[[ SUPPLIED DATA, beginning ]]
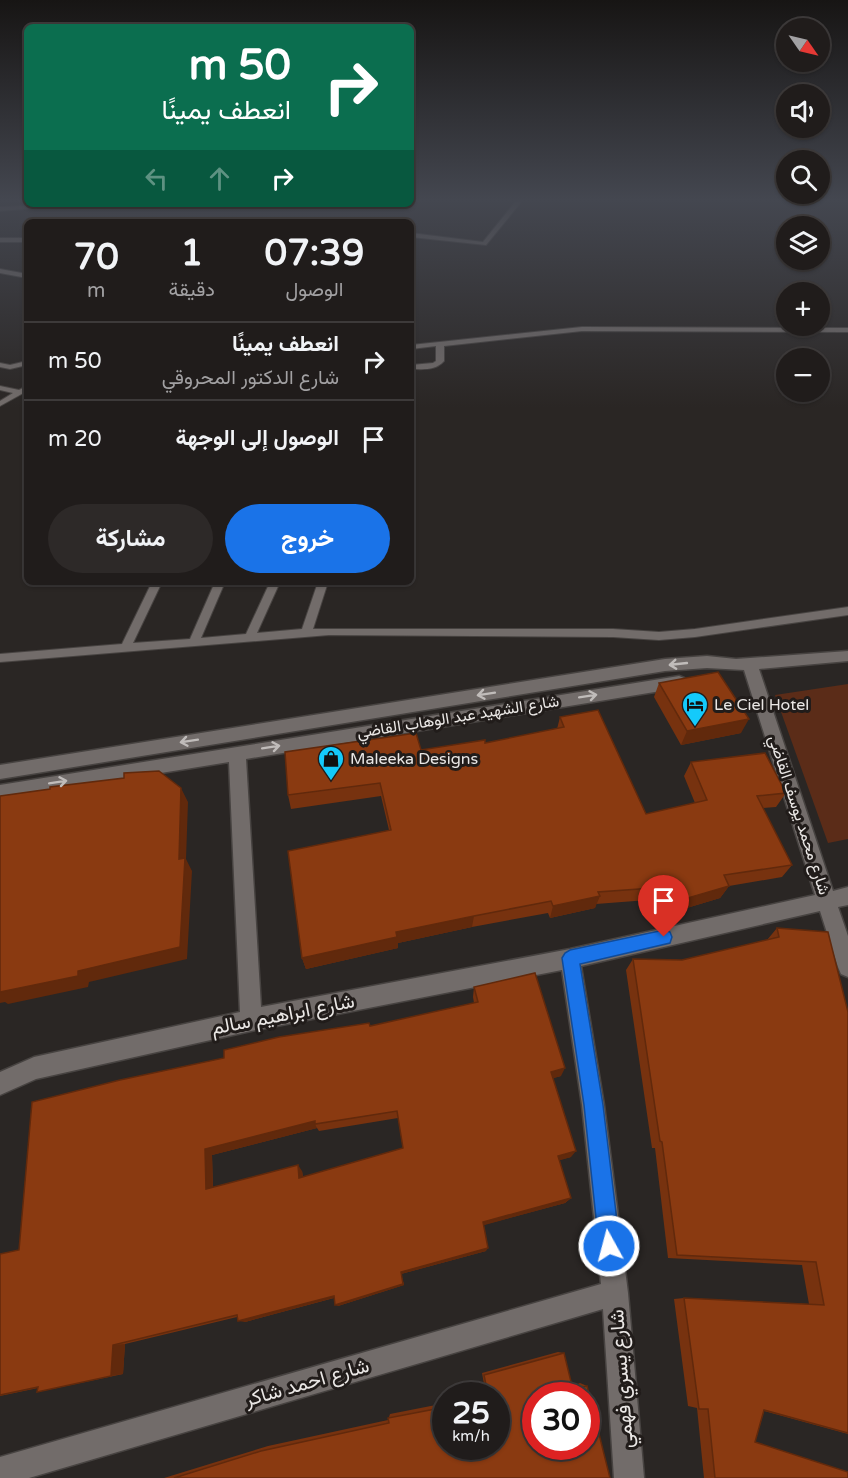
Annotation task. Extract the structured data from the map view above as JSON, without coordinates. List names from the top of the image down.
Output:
{
  "streets": {
    "street": [
      "شارع الشهيد عبد الوهاب القاضي",
      "شارع محمد يوسف القاضي",
      "شارع ابراهيم سالم",
      "شارع يسري فهمي",
      "شارع احمد شاكر"
    ]
  },
  "crossings": [
    ["شارع الشهيد عبد الوهاب القاضي", "شارع محمد يوسف القاضي"],
    ["شارع محمد يوسف القاضي", "شارع ابراهيم سالم"],
    ["شارع ابراهيم سالم", "شارع يسري فهمي"],
    ["شارع يسري فهمي", "شارع احمد شاكر"]
  ],
  "places": {
    "hotel": ["Le Ciel Hotel"],
    "shop": ["Maleeka Designs"]
  },
  "north": "bottom right",
  "page": {
    "map_buttons": ["+", "−"],
    "turn": ["50 m", "انعطف يمينًا"],
    "eta": [
      "07:39",
      "الوصول",
      "1",
      "دقيقة",
      "70",
      "m"
    ],
    "list": [
      {
        "name": "انعطف يمينًا",
        "note": "شارع الدكتور المحروقي",
        "value": "50 m"
      },
      {
        "name": "الوصول إلى الوجهة",
        "value": "20 m"
      }
    ],
    "buttons": ["خروج", "مشاركة"],
    "speed": "25 km/h",
    "limit": "30"
  }
}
[[ SUPPLIED DATA, end ]]
● **WORK TASK**
The records above need to be reproduced exactly, with all images omitted.

● **THE COMPLETED TASK**
Annotation task. Extract the structured data from the map view above as JSON, without coordinates. List names from the top of the image down.
Output:
{
  "streets": {
    "street": [
      "شارع الشهيد عبد الوهاب القاضي",
      "شارع محمد يوسف القاضي",
      "شارع ابراهيم سالم",
      "شارع يسري فهمي",
      "شارع احمد شاكر"
    ]
  },
  "crossings": [
    ["شارع الشهيد عبد الوهاب القاضي", "شارع محمد يوسف القاضي"],
    ["شارع محمد يوسف القاضي", "شارع ابراهيم سالم"],
    ["شارع ابراهيم سالم", "شارع يسري فهمي"],
    ["شارع يسري فهمي", "شارع احمد شاكر"]
  ],
  "places": {
    "hotel": ["Le Ciel Hotel"],
    "shop": ["Maleeka Designs"]
  },
  "north": "bottom right",
  "page": {
    "map_buttons": ["+", "−"],
    "turn": ["50 m", "انعطف يمينًا"],
    "eta": [
      "07:39",
      "الوصول",
      "1",
      "دقيقة",
      "70",
      "m"
    ],
    "list": [
      {
        "name": "انعطف يمينًا",
        "note": "شارع الدكتور المحروقي",
        "value": "50 m"
      },
      {
        "name": "الوصول إلى الوجهة",
        "value": "20 m"
      }
    ],
    "buttons": ["خروج", "مشاركة"],
    "speed": "25 km/h",
    "limit": "30"
  }
}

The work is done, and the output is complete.